WSU leads project to protect tribal resources, wildlife

University works with tribes, USDA to stave off invasive species


Courtesy of Wikimedia Commons

The U.S. Department of Agriculture classifies the Asian gypsy moth an invasive species because it poses a threat to the economy, the environment and human health.

BREANNE SEARING, Evergreen reporter

Washington Native American tribes are working with the U.S. Department of Agriculture to fight off invasive plant and insect species that impact ecosystems on native land.

Dan Fagerlie, WSU’s extension tribal liaison, directed the Reaching American Indian project, or RAIN4, which assisted in the identification of harmful species and provided native tribes with outreach tools to deal with the problems.
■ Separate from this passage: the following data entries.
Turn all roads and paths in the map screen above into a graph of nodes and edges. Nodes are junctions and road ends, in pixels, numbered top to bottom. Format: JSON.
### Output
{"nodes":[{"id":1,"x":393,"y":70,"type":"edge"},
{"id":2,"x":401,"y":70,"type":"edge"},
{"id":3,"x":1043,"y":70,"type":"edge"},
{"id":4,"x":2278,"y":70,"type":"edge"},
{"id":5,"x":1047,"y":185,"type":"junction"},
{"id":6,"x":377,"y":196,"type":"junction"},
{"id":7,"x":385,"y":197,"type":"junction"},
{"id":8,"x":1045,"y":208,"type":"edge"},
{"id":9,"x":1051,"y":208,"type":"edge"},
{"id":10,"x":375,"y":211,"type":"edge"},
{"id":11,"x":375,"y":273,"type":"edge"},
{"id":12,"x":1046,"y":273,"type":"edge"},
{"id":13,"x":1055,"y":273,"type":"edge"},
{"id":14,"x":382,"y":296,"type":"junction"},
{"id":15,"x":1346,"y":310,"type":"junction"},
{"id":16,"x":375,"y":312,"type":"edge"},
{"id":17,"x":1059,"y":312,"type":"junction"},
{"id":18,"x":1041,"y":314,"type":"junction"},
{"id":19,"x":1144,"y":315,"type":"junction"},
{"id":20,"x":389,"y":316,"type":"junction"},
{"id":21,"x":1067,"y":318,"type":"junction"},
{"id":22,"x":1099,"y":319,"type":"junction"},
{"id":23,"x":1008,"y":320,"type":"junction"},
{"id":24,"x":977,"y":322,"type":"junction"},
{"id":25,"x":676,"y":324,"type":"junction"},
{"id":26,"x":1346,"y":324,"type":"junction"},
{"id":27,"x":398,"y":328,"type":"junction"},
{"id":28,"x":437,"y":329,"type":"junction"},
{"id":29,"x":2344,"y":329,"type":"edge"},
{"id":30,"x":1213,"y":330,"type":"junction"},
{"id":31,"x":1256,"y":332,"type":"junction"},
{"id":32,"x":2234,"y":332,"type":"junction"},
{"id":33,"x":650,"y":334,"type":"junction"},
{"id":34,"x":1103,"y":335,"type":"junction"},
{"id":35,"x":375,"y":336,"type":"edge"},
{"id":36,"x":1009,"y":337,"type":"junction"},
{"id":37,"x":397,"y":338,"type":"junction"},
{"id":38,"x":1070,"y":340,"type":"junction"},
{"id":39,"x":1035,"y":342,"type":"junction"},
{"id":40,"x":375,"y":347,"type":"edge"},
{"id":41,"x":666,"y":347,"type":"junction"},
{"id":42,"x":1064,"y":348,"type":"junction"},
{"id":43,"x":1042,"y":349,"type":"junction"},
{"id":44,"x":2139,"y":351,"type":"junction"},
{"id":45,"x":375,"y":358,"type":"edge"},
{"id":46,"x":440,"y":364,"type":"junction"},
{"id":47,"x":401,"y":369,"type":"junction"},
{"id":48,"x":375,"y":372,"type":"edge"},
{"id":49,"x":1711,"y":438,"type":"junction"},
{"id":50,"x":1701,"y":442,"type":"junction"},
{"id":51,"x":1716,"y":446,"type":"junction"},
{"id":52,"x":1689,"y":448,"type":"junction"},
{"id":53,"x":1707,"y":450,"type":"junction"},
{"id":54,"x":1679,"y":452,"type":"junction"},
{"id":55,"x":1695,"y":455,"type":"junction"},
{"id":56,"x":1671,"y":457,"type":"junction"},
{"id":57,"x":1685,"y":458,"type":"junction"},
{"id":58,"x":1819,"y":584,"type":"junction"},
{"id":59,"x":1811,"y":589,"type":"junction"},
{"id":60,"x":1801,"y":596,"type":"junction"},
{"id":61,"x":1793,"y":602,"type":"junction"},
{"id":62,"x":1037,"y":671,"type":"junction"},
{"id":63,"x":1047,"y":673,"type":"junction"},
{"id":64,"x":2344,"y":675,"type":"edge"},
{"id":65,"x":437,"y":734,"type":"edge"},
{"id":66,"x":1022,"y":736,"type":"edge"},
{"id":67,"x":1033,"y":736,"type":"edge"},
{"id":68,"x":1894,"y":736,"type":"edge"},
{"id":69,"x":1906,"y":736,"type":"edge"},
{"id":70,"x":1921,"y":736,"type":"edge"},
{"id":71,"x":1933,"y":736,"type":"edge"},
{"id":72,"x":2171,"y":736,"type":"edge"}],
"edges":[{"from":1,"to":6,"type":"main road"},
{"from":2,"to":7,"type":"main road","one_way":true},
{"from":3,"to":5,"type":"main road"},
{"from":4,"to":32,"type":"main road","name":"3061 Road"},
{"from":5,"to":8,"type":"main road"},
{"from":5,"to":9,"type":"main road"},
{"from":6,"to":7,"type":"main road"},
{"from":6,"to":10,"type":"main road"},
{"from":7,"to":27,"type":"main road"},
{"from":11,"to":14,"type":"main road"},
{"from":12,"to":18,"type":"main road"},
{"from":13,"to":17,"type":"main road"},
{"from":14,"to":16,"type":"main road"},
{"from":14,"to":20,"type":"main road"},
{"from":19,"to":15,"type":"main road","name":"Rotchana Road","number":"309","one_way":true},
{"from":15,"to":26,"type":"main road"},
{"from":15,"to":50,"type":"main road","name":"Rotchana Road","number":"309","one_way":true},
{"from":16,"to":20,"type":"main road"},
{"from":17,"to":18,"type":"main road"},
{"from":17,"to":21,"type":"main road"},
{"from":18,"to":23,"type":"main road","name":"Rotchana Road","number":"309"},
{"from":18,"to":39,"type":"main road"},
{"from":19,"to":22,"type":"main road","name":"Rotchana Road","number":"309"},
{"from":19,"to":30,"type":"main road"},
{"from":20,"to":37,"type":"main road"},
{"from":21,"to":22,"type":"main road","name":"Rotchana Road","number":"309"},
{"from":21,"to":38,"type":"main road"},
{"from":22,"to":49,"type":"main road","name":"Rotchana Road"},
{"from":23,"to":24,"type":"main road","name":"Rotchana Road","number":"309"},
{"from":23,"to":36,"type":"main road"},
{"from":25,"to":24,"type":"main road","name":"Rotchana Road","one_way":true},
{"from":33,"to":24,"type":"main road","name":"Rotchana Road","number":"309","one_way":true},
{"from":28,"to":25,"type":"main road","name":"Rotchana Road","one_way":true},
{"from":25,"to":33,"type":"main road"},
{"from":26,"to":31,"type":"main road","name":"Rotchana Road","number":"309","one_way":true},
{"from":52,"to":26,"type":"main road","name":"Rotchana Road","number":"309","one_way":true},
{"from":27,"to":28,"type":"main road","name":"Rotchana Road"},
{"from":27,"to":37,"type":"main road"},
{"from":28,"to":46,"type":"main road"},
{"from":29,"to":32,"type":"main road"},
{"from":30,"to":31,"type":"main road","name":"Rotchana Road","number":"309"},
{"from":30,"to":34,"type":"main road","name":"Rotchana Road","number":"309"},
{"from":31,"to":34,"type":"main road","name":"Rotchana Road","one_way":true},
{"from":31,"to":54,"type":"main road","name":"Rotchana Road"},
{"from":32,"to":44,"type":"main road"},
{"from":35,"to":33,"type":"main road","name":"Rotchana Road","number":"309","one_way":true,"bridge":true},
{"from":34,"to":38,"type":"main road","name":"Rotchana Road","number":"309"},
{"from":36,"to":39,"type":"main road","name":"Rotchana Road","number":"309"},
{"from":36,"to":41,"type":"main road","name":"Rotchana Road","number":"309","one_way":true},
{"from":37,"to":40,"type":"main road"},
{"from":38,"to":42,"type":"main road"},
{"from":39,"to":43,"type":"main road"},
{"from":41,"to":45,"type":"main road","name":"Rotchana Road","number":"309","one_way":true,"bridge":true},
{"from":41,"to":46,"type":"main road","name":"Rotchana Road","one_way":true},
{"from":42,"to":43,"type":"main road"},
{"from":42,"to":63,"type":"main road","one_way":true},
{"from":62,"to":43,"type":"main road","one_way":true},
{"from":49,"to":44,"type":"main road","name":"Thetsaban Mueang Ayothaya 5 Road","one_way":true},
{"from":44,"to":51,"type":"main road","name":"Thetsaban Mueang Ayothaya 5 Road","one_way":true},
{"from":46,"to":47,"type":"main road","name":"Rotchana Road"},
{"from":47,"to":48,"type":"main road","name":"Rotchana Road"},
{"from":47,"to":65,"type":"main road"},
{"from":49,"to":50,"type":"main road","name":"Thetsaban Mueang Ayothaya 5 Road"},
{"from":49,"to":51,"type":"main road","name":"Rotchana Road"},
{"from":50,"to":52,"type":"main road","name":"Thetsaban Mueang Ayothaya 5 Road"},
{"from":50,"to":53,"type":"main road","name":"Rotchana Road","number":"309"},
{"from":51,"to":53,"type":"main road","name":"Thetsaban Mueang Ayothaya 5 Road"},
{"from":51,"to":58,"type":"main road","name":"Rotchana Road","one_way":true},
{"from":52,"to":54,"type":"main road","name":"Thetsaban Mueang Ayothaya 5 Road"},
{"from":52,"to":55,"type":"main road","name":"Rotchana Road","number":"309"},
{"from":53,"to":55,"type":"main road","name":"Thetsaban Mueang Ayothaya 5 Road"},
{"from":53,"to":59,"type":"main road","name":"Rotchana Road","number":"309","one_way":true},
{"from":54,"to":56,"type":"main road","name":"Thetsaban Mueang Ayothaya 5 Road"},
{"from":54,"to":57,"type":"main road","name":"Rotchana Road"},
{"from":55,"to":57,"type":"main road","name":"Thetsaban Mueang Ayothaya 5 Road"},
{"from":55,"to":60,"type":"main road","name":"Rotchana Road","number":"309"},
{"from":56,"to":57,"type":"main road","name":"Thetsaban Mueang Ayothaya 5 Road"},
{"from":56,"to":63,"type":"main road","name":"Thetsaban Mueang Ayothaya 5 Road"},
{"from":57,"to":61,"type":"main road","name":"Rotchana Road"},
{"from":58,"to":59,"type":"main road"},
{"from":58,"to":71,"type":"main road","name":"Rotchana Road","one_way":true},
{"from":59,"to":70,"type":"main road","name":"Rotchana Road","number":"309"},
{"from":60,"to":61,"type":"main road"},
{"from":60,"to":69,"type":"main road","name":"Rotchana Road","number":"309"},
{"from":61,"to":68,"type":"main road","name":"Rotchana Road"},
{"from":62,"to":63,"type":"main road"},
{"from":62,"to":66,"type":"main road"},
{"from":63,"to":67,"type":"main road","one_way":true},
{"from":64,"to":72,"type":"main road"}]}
Invasive species pose a threat to the economy, the environment and human health, according to the Natural Resources Conservation Service.

Although the project ended in July of 2017, Fagerlie has helped Washington tribes to protect tribal resources and plans to continue his work in this field of research.

He said workshops, awareness events, educational tours and symposiums are important tools in helping to educate people on early identification of invasive species and what to do about them.

The USDA advises people report new potential invaders so it can consider adding them to the list of documented invasive species. The USDA responds to reports of already identified dangerous species by working to contain them.

The Asian gypsy moth is one of the main focuses of this project, because infestations are causing the complete defoliation of native tree species. According to USDA research, the repeated defoliation of trees over a span of two years can cause the death of large sections of forest.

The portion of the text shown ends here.